== INFORMATION ==
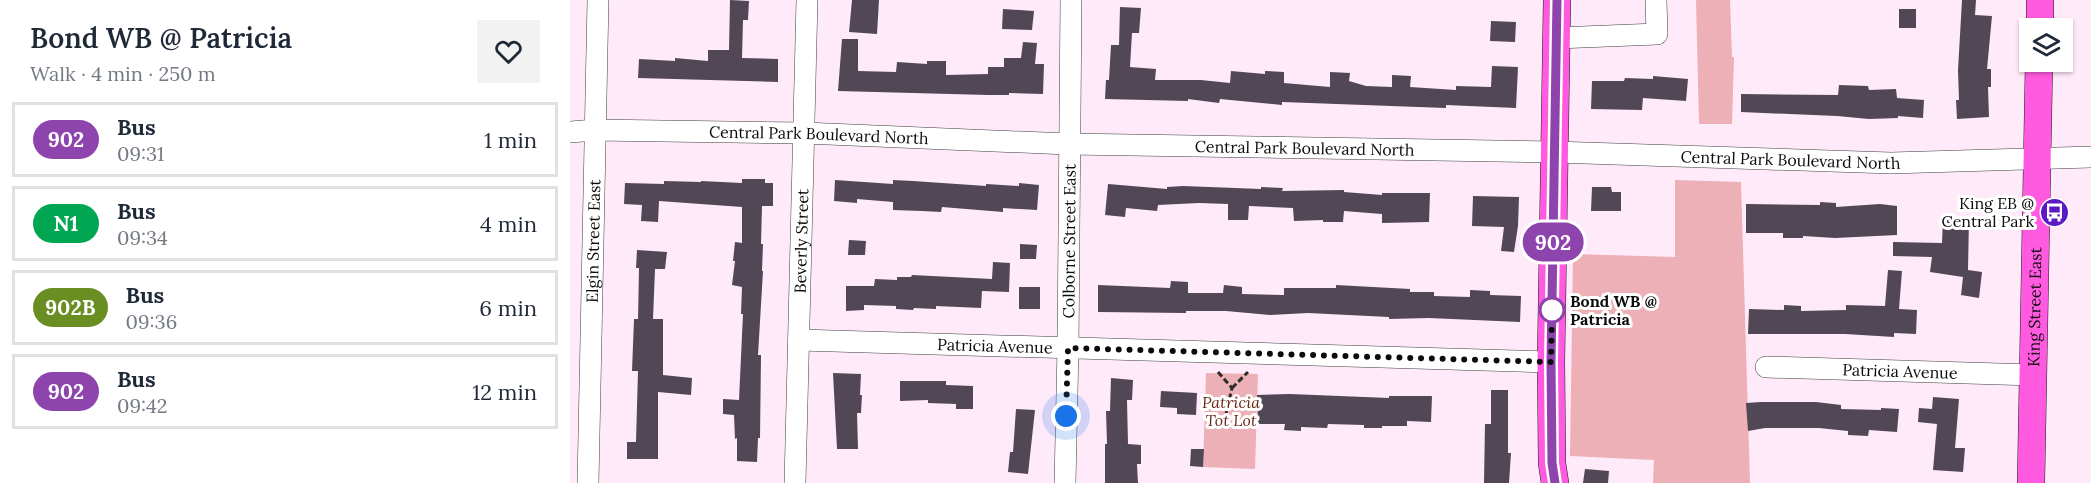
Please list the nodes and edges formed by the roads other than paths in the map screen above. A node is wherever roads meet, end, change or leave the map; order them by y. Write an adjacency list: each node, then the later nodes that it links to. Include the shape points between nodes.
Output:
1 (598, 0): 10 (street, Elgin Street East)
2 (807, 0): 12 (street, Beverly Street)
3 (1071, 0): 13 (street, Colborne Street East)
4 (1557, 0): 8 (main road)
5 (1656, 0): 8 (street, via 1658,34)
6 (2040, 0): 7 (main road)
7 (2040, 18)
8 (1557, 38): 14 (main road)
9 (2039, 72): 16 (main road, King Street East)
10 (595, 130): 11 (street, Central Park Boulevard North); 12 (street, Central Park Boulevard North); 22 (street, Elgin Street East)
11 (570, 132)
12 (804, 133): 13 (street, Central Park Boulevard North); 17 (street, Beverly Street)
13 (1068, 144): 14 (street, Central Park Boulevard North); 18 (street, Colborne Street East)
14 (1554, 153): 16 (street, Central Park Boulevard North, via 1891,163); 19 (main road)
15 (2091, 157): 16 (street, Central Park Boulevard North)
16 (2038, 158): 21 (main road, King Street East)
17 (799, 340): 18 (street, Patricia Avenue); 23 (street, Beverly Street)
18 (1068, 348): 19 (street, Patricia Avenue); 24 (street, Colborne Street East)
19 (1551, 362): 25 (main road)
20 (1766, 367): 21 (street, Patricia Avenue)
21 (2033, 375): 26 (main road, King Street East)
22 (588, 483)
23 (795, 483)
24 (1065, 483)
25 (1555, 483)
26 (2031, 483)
==
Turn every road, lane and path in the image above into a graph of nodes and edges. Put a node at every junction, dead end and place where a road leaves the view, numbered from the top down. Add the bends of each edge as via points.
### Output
==
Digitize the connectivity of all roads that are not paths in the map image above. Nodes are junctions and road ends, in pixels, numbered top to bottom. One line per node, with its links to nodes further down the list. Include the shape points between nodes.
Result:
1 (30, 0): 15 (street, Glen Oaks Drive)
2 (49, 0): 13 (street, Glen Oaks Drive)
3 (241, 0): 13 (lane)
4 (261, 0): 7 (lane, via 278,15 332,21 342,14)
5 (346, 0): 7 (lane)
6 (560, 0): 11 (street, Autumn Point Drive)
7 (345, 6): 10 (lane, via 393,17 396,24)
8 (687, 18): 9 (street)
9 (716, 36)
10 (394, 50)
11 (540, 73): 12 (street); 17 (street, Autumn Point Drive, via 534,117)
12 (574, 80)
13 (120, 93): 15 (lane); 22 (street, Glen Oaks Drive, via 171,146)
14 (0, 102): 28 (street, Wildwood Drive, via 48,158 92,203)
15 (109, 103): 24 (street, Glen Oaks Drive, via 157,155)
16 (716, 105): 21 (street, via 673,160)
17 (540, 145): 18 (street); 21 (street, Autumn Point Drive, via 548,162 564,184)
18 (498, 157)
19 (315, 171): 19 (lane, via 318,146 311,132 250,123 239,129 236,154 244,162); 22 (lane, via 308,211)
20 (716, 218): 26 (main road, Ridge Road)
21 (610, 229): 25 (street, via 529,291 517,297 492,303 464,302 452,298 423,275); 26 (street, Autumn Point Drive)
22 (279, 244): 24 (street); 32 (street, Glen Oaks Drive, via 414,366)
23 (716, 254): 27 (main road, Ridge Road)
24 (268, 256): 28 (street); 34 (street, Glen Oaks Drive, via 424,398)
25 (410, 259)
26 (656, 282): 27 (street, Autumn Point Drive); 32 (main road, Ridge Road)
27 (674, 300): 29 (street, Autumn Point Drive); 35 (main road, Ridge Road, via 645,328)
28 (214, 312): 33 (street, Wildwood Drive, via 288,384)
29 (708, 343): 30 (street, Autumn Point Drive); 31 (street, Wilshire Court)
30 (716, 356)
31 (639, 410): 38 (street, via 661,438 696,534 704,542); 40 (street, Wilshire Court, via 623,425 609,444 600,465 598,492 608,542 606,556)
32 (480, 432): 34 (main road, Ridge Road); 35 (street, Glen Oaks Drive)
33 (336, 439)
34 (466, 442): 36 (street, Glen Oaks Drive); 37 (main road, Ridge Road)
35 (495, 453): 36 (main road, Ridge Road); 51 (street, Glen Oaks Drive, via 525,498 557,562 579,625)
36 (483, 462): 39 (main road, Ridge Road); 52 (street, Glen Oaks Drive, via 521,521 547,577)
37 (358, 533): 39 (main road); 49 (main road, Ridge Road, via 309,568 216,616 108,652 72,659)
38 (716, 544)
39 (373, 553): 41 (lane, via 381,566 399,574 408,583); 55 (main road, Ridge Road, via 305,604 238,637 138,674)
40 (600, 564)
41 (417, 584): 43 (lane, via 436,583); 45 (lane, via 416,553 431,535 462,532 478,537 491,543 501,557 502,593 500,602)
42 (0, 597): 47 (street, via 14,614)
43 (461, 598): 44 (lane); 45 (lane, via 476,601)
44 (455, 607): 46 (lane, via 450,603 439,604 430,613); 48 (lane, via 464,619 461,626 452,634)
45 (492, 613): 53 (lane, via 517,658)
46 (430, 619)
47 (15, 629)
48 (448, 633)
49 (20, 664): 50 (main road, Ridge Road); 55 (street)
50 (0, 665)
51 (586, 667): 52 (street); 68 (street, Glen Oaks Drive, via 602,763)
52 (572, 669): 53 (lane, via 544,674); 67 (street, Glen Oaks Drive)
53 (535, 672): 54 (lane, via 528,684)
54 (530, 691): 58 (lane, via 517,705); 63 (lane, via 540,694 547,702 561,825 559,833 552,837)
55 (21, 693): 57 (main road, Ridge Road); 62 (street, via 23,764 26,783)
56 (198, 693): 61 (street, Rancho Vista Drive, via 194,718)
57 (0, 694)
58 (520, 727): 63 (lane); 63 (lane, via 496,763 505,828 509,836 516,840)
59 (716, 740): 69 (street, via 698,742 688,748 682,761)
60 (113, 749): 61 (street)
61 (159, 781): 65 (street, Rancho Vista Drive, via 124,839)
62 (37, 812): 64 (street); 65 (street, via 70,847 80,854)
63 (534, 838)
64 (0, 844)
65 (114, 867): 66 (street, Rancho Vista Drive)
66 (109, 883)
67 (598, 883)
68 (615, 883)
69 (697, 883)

== EXERCISE DESCRIPTION ==
Could you state how many lines in the entries contain the word "Include"? Reply with nothing but the number.

== SOLUTION TO THE EXERCISE ==
2